Valentine project passed 81% completion by Sept 30

Nicaragua’s Q4 mine plans are set to deliver significantly higher ore tonnes, with production expected to reach 60,000 to 70,000 ounces. Despite increasing ore haulage to Libertad by 30 per cent, reaching 3,000 tonnes per day in Q4, the company expects stockpiles to grow by approximately 30,000 ounces by year-end, available for processing in 2025.

Reflecting year-to-date performance, full-year spending is anticipated to remain within budget, though lower sales volumes will result in higher total cash costs and AISC for 2024. The company has revised its consolidated TCC forecast to USD$1,300 to USD$1,350 per ounce and its consolidated AISC to USD$1,550 to USD$1,600 per ounce.

At the Valentine project, construction surpassed 81 per cent completion as of September 30, 2024. The tailings management facility is complete and ready to receive water, and the tanks for the CIL leaching area are nearing completion.

The company said that construction of the reclaim tunnel and coarse ore stockpile is progressing.

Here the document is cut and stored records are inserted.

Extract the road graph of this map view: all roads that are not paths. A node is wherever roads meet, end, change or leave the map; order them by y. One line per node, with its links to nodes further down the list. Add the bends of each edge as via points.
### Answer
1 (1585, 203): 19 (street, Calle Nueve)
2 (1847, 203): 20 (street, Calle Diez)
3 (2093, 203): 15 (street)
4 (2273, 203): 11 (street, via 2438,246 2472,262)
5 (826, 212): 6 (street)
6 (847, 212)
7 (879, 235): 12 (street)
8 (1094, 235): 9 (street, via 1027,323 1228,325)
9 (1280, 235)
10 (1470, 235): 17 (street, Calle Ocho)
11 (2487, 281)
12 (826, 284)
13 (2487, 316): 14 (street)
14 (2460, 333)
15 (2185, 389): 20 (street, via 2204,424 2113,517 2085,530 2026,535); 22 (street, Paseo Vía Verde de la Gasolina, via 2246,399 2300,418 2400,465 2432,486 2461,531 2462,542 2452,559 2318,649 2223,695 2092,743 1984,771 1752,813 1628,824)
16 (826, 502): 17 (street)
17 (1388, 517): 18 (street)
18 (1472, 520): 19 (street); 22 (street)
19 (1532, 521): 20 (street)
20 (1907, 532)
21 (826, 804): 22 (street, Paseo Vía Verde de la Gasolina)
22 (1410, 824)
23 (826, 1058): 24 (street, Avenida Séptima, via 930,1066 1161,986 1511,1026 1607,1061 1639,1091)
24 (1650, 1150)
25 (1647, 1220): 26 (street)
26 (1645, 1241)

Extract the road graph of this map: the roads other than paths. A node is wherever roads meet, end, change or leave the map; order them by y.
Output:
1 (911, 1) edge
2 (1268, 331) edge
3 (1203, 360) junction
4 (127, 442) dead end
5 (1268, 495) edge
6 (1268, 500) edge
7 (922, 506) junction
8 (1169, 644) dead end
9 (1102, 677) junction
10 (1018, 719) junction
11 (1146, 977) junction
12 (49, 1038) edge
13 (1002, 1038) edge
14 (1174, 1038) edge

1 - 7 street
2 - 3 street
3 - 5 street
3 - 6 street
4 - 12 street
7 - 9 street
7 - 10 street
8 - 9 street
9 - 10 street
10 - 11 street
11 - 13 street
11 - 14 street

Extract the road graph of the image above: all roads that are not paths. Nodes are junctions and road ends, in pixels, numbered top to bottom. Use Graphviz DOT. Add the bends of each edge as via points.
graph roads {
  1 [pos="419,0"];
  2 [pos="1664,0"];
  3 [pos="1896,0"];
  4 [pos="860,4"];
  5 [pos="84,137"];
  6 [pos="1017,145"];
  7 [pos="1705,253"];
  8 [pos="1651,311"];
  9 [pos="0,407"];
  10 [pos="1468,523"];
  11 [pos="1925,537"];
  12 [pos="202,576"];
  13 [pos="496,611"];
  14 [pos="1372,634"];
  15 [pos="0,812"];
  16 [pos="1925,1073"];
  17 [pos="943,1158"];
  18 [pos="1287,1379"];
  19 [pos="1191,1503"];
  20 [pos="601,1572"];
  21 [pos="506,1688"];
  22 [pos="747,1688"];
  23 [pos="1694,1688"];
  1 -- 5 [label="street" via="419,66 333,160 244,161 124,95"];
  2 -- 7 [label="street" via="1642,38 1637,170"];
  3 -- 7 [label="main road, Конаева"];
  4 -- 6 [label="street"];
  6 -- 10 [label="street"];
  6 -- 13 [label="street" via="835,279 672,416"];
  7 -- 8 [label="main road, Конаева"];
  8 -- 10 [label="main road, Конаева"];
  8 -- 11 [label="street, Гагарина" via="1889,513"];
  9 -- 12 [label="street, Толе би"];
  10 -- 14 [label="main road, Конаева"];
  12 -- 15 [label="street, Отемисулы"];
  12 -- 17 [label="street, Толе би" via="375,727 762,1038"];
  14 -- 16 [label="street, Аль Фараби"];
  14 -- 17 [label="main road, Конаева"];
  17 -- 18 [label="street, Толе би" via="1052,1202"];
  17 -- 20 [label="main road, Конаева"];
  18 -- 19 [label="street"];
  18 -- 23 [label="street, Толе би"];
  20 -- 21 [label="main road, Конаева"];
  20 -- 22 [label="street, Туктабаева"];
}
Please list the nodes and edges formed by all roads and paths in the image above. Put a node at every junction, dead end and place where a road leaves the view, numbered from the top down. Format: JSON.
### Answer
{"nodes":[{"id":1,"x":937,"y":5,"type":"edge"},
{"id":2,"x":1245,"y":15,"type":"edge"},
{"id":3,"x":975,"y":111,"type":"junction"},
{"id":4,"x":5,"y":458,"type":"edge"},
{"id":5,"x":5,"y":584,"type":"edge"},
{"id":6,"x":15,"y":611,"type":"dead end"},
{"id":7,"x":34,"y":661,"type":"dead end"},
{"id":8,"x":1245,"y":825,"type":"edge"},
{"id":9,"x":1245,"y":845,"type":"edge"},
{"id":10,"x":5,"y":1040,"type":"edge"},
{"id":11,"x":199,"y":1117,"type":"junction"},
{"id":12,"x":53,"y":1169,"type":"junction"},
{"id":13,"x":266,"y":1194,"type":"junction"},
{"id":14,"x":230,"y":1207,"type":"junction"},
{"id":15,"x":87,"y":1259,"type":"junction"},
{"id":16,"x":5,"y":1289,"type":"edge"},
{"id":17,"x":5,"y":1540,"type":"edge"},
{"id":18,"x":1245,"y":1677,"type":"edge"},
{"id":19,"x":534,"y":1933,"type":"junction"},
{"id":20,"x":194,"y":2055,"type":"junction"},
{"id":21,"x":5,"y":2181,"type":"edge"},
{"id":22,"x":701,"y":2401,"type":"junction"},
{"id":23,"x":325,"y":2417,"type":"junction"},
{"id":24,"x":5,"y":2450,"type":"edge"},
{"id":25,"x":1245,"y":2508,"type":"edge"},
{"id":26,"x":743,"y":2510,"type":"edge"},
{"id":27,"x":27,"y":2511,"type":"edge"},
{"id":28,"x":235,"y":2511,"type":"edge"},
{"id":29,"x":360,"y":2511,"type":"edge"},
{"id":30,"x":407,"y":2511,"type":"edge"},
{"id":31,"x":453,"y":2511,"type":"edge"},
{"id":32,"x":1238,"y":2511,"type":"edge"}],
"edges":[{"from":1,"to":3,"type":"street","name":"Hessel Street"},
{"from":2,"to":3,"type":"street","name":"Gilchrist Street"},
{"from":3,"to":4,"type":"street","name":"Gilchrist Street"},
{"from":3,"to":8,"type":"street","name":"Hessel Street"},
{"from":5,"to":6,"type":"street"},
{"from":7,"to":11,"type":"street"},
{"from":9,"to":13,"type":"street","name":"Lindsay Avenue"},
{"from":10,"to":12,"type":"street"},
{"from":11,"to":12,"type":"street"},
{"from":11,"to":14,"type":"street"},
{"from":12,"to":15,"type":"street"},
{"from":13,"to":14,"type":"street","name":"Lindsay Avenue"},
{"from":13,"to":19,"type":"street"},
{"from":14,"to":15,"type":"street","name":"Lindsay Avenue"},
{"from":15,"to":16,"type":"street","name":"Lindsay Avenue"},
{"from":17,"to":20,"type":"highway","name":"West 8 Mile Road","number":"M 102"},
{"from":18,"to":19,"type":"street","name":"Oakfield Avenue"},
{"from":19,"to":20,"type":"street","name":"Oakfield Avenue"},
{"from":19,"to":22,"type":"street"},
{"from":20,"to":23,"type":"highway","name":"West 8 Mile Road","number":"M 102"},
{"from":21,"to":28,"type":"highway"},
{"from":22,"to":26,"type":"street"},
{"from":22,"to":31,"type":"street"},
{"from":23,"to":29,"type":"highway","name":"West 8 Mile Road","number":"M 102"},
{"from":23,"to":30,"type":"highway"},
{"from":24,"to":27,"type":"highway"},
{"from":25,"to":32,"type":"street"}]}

Additionally, the primary crusher installation is well advanced, and work on the overland conveyer has begun. Pre-commissioning activities are also underway. By September 30, 2024, Calibre had incurred costs of CAD$547 million for the project. The estimated initial project capital has risen to approximately CAD$744 million. This has left a remaining cost of CAD$197 million to complete, which includes about CAD$20 million in contingency.

 

 

Q3 gold production decrease owed to higher artisanal mining activity

Most of the capital increase stems from contractor underperformance. This has ended up requiring additional manpower, temporary camp accommodation, and extended time for certain activities.

Around 30 per cent of the increase is due to underestimations in construction materials and the scope of site infrastructure. Despite these challenges, Calibre had built in time contingencies and remains confident in delivering first gold by Q2 2025.

Darren Hall, president and CEO of Calibre, attributed the Q3 production shortfall to higher-than-expected historical artisanal mining activity at the Volcan open pit and mine sequencing at Limon. The problem, evidently, is already fixed, however. Ore tonnage and grades at Volcan have aligned with expectations and the deposit model has been confirmed by infill drilling.

“We are guiding to finish 2024 approximately 18 per cent below the midpoint of our original production guidance, the 30,000 ounce stockpile positions us well for a strong close to the year and a solid start to 2025,” said Hall.

However, Hall said that construction of the multi-million-ounce Valentine Gold Mine is progressing well. It reached 81 per cent completion by the end of September. Some cost pressures arose mainly due to contractor performance, which lead to increased manpower and costs.  These problems have been addressed.

The project is confidently moving toward mechanical and electrical completion by early Q1 2025. Calibre has CAD$300 million in cash and CAD$197 million remaining to complete the project. The build is fully funded and remains on schedule to produce its first gold in Q2 2025. This marks a crucial step in Calibre’s plan to expand and diversify its production in Canada.